BRIEF: How many lines in the records below hold the string "Yealand"? Answer with the number alone.

Items listed in a dataset
---

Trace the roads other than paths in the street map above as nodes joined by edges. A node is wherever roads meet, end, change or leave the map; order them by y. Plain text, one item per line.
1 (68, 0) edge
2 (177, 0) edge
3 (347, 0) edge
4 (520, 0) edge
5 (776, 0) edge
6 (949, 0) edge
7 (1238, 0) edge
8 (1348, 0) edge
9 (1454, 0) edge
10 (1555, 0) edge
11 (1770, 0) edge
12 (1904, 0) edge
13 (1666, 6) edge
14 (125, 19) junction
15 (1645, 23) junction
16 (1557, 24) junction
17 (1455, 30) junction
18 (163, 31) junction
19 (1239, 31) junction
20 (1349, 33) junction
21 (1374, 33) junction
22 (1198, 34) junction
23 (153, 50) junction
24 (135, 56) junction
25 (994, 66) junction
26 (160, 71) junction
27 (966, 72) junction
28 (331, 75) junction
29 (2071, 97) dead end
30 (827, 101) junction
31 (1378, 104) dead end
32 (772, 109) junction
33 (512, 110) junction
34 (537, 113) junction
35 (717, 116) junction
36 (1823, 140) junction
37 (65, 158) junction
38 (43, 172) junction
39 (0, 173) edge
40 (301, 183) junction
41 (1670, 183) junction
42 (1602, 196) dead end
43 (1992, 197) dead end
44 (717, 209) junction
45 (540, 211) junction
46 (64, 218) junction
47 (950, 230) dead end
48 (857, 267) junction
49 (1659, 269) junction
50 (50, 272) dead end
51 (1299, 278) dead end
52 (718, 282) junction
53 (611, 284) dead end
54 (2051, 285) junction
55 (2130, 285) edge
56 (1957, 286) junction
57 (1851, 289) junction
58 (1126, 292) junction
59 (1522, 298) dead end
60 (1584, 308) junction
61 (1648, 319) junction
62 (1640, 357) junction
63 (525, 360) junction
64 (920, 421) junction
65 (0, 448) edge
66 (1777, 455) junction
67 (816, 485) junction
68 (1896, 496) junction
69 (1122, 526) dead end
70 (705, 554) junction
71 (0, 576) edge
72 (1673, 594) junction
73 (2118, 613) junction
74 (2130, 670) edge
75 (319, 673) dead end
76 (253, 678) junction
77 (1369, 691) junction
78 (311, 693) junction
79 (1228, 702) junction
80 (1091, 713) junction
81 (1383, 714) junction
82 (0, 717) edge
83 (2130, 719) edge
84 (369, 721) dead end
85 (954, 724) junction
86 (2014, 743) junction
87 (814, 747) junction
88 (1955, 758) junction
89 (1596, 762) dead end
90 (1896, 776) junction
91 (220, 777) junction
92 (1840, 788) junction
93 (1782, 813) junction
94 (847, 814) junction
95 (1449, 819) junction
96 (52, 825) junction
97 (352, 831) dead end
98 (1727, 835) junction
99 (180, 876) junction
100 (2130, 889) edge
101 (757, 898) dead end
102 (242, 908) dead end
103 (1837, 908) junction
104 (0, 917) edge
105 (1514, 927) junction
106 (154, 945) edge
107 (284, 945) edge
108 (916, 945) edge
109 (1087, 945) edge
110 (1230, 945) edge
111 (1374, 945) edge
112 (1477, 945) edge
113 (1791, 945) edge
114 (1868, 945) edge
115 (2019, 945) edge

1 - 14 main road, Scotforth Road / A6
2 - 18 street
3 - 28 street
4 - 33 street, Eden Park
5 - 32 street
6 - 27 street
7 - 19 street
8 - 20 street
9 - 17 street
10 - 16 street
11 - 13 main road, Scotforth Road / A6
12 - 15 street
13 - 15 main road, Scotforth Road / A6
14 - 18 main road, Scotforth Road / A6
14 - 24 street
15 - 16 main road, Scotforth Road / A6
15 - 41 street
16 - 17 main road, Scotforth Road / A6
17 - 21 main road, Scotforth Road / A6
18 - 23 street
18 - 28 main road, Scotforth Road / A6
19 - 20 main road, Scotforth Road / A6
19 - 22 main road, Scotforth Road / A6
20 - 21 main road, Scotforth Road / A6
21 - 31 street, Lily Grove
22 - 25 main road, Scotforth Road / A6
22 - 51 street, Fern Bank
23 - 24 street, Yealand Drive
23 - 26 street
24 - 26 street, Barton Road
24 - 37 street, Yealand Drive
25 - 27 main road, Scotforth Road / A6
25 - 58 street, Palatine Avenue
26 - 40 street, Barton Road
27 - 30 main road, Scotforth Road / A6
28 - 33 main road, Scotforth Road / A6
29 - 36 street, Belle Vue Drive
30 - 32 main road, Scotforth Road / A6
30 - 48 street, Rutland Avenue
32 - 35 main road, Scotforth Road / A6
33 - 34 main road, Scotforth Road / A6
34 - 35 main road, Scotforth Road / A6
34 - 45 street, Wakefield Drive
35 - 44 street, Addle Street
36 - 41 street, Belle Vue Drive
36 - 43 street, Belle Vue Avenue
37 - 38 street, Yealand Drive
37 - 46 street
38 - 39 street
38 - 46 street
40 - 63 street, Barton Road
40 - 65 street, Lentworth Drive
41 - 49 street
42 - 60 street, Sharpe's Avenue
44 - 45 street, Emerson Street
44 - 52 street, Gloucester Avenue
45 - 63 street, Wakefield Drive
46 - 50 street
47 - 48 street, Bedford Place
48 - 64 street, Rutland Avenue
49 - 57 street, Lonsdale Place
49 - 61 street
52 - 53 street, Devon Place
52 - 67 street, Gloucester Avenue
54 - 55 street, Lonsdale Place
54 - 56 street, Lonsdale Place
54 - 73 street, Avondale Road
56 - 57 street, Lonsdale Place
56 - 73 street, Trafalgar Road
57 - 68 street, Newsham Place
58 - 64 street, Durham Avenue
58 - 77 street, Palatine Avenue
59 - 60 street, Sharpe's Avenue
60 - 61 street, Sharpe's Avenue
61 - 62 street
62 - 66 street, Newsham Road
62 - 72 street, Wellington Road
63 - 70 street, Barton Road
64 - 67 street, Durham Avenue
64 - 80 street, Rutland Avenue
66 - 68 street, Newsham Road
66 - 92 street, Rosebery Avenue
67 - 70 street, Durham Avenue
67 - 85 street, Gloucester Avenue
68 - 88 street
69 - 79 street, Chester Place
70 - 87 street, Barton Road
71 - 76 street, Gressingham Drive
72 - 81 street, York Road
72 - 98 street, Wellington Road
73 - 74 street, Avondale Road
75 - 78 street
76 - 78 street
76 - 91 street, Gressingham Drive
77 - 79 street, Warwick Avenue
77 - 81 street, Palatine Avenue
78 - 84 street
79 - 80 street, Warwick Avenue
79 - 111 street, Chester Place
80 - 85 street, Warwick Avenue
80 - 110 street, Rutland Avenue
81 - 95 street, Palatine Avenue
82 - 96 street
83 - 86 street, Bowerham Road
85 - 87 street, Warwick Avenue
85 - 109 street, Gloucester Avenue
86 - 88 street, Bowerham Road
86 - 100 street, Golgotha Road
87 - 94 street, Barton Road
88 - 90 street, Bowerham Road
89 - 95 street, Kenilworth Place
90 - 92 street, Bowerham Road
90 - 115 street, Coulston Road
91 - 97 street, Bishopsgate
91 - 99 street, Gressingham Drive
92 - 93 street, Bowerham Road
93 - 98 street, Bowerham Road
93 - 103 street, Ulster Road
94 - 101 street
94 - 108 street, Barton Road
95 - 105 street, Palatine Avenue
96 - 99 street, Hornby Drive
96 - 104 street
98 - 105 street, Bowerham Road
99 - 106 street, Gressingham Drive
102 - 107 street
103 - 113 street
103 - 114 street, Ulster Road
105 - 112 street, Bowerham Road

---

OUTPUT FOR THIS TASK: 3